Encore une fois, j’ai activé le mode caméléon intrinsèque aux interprètes : après les EBIT, investissements et holdings, j’ai enclenché le mode cinéma !

Cette année, c’est la lauréate catalane Carla Simón qui est venue à Angers pour parler de sa filmographie, notamment Estiu93 (Été 93) et Alcarràs (Nos Soleils, Ours d’or – 2022).

La préparation des festivals n’est pas une préparation quelconque

Les festivals, je les prépare à fond, car le public a toujours des questions surprenantes auxquelles il va falloir faire face avec sourire et audace. Oui, oui !

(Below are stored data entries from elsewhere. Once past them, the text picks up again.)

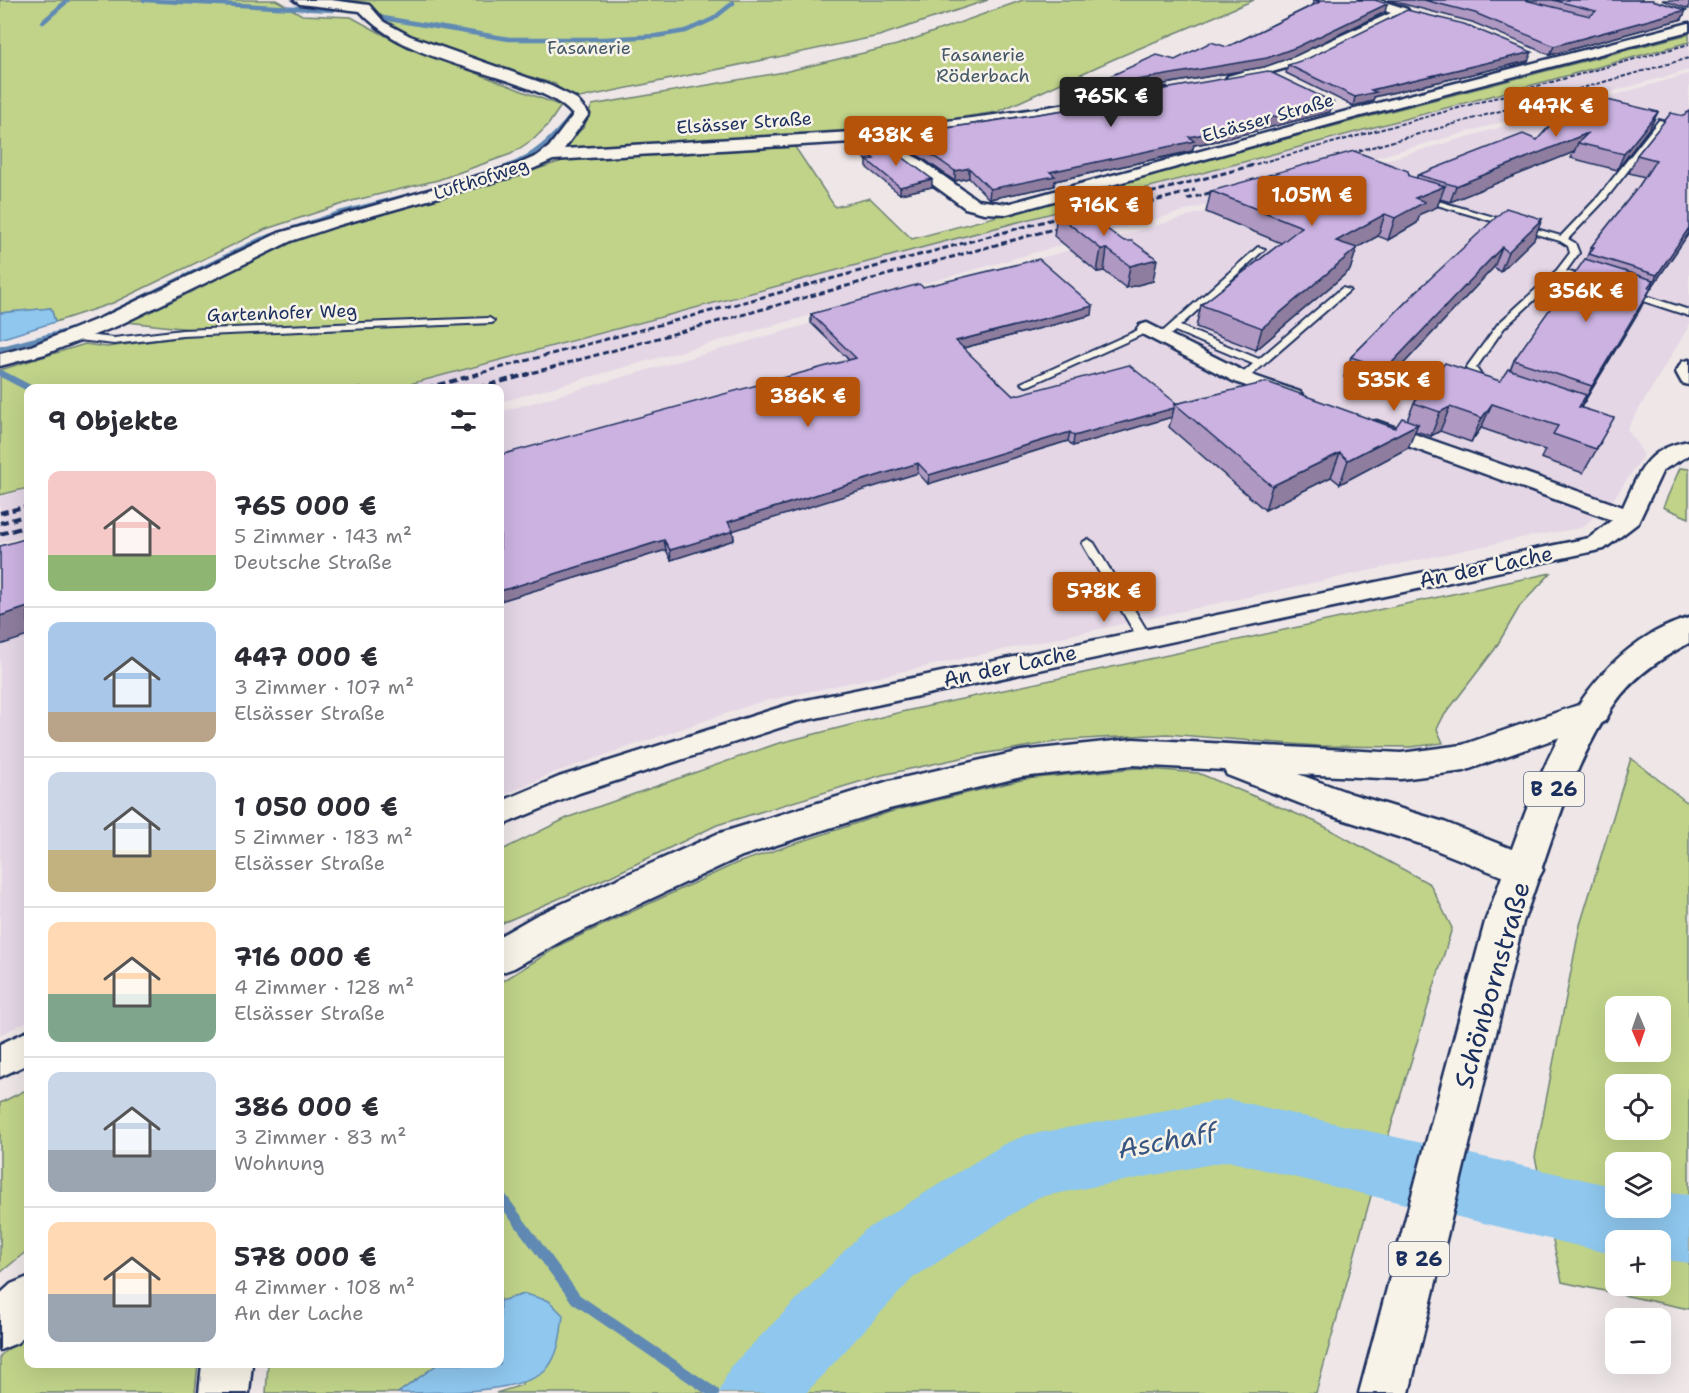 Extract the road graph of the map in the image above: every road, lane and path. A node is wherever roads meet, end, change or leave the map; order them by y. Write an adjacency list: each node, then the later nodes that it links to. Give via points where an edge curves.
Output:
1 (300, 0): 14 (street, Lufthofweg, via 364,8 367,16 386,30 577,106 581,114 576,124)
2 (1366, 0): 6 (street, via 1407,13)
3 (1689, 27): 5 (street, Elsässer Straße)
4 (1530, 54): 5 (street)
5 (1551, 63): 11 (street, Elsässer Straße)
6 (1268, 73): 7 (street); 8 (street)
7 (1213, 83)
8 (1289, 83)
9 (1180, 89): 13 (street)
10 (1331, 104): 11 (street)
11 (1352, 114): 13 (street, Elsässer Straße, via 1024,206 1001,209 971,204 910,159)
12 (1662, 122): 16 (lane, via 1602,198)
13 (865, 138): 14 (street, Elsässer Straße, via 805,138)
14 (549, 155): 25 (street, Lufthofweg, via 489,178 285,237)
15 (1417, 196): 16 (lane)
16 (1563, 239): 18 (lane, via 1575,253)
17 (1262, 249): 24 (lane)
18 (1560, 272): 19 (lane); 32 (lane, via 1501,326 1471,368 1480,381)
19 (1604, 286)
20 (1615, 289): 22 (lane)
21 (1345, 290): 27 (lane)
22 (1689, 312)
23 (489, 321): 25 (lane, Gartenhofer Weg, via 182,333 114,341)
24 (1161, 331): 27 (lane); 29 (street); 31 (lane)
25 (78, 337): 26 (street, Lufthofweg)
26 (0, 360)
27 (1260, 363): 29 (lane)
28 (1689, 366): 30 (street)
29 (1242, 378): 33 (street)
30 (1689, 379)
31 (1026, 383)
32 (1492, 385)
33 (1309, 402)
34 (1353, 418): 36 (street)
35 (1689, 448): 36 (street, An der Lache, via 1682,448 1653,466)
36 (1630, 518): 39 (street, An der Lache, via 1596,544)
37 (1089, 543): 39 (lane)
38 (1689, 629): 40 (main road, Schönbornstraße / B 26, via 1650,650 1622,673)
39 (1144, 637): 42 (street, An der Lache, via 767,720 569,785)
40 (1593, 712): 41 (main road, via 1464,758 1401,766); 43 (main road, Schönbornstraße / B 26, via 1574,743 1533,837)
41 (1194, 754): 43 (main road, via 1244,767 1345,806 1426,852); 44 (main road, via 1132,752 1021,764 889,795 730,845 549,928)
42 (504, 812)
43 (1521, 881): 51 (main road, Schönbornstraße / B 26, via 1504,922)
44 (504, 954)
45 (24, 1049): 46 (street)
46 (0, 1061)
47 (24, 1305): 48 (main road)
48 (0, 1326)
49 (227, 1368): 50 (main road)
50 (224, 1393)
51 (1384, 1393) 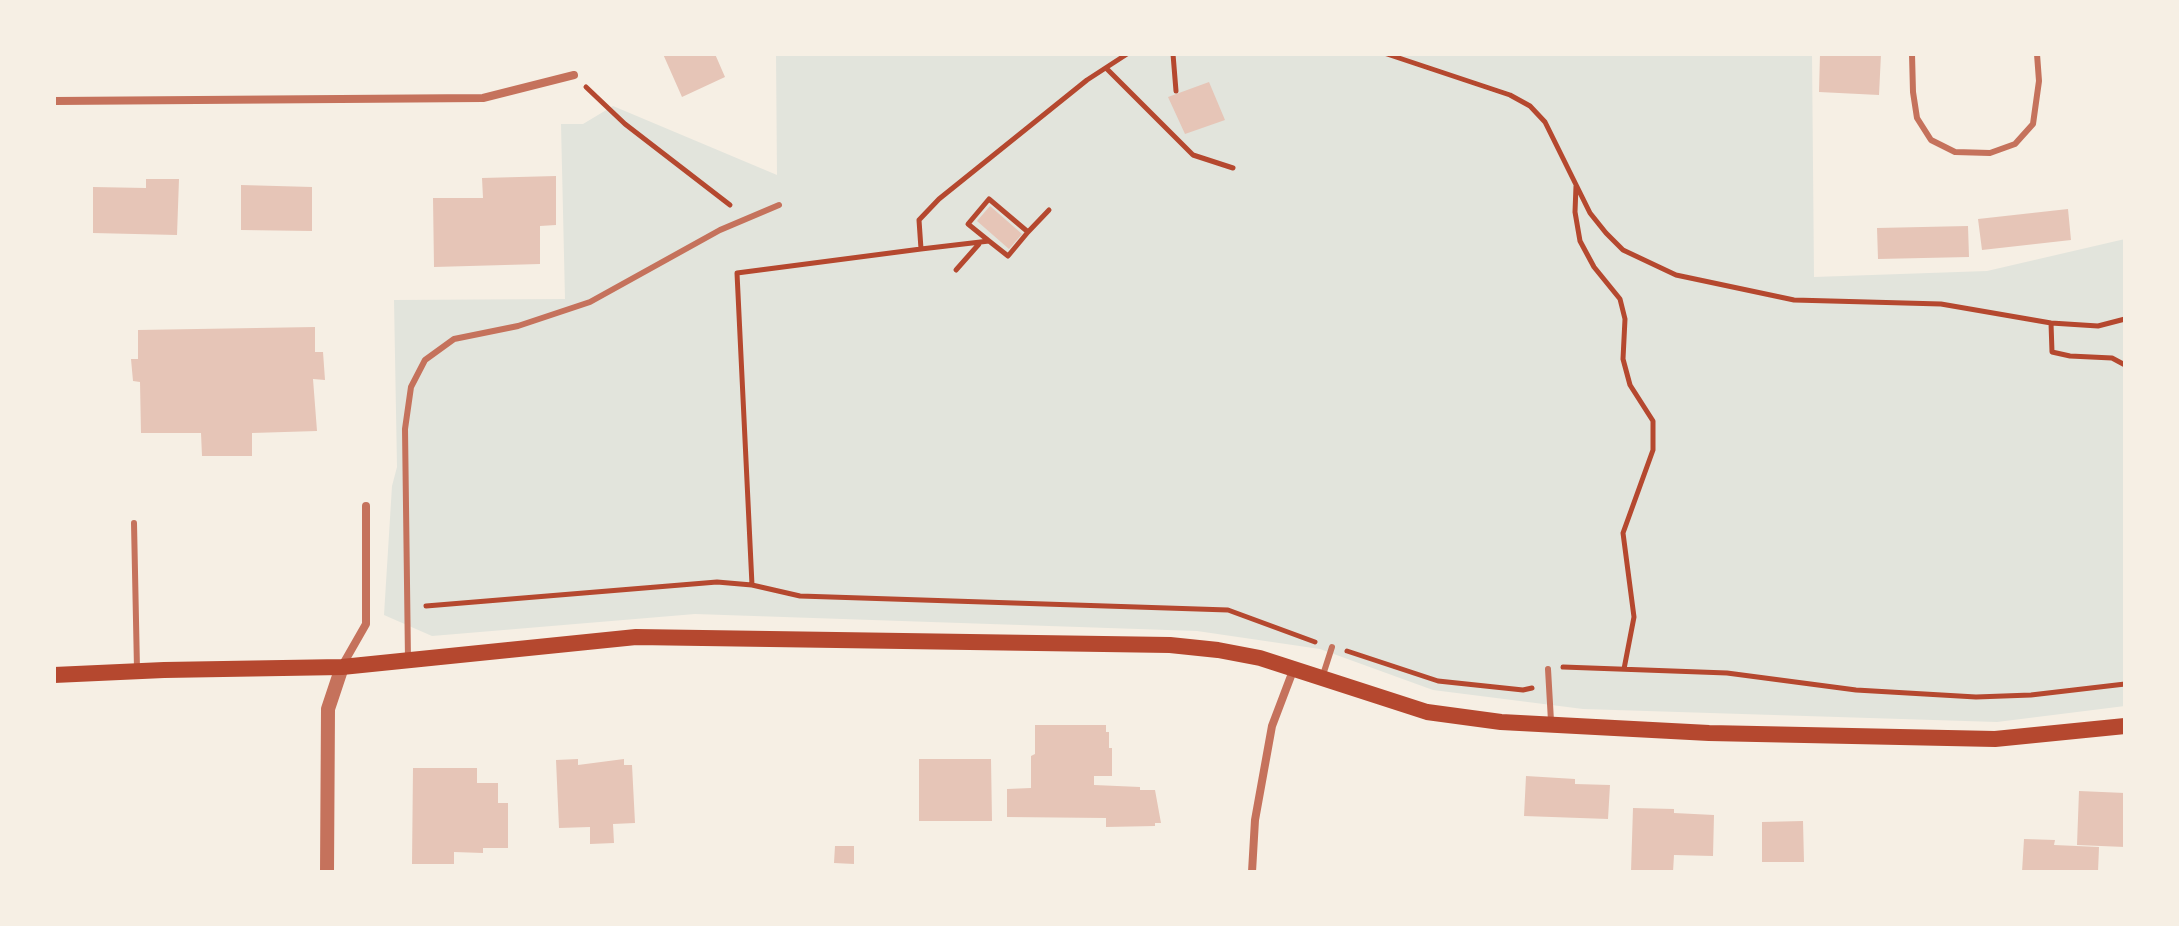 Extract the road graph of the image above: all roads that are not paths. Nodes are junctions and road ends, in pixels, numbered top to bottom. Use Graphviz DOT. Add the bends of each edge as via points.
graph roads {
  1 [pos="1912,54"];
  2 [pos="2037,54"];
  3 [pos="574,75"];
  4 [pos="54,101"];
  5 [pos="779,205"];
  6 [pos="366,506"];
  7 [pos="134,523"];
  8 [pos="1332,647"];
  9 [pos="408,660"];
  10 [pos="342,667"];
  11 [pos="1294,667"];
  12 [pos="1548,669"];
  13 [pos="137,673"];
  14 [pos="54,675"];
  15 [pos="1322,678"];
  16 [pos="1551,725"];
  17 [pos="2125,726"];
  18 [pos="327,872"];
  19 [pos="1252,872"];
  1 -- 2 [label="lane" via="1917,118 1931,140 1955,152 1990,153 2015,144 2033,124"];
  3 -- 4 [label="street" via="483,98"];
  5 -- 9 [label="lane" via="720,230 590,302 518,326 454,339 425,360 411,387 405,429"];
  6 -- 10 [label="street" via="366,624"];
  7 -- 13 [label="lane"];
  8 -- 15 [label="lane"];
  9 -- 10 [label="main road"];
  9 -- 11 [label="main road" via="664,637 1170,645"];
  10 -- 13 [label="main road"];
  10 -- 18 [label="street" via="328,709"];
  11 -- 15 [label="main road"];
  11 -- 19 [label="street" via="1272,726 1255,820"];
  12 -- 16 [label="lane"];
  13 -- 14 [label="main road"];
  15 -- 16 [label="main road" via="1427,712"];
  16 -- 17 [label="main road" via="1995,739"];
}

La salle 1 du Pathé a une capacité de plus de 400 personnes et je vous assure que la salle était comble, même qu’ils ont dû jouer des tours pour faire rentrer tout le monde !

Je me suis préparée en regardant tous les films de la réalisatrice Carla Simón, y compris ses courts-métrages et, en plus, je me suis intéressée beaucoup à sa vie (oui, ça a un côté people, j’avoue !) puisque ses films sont clairement liés à sa vie personnelle !

Savoir adapter la préparation (la documentation, mais aussi le mental) de la mission en fonction de sa typologie est extrêmement important dans notre métier.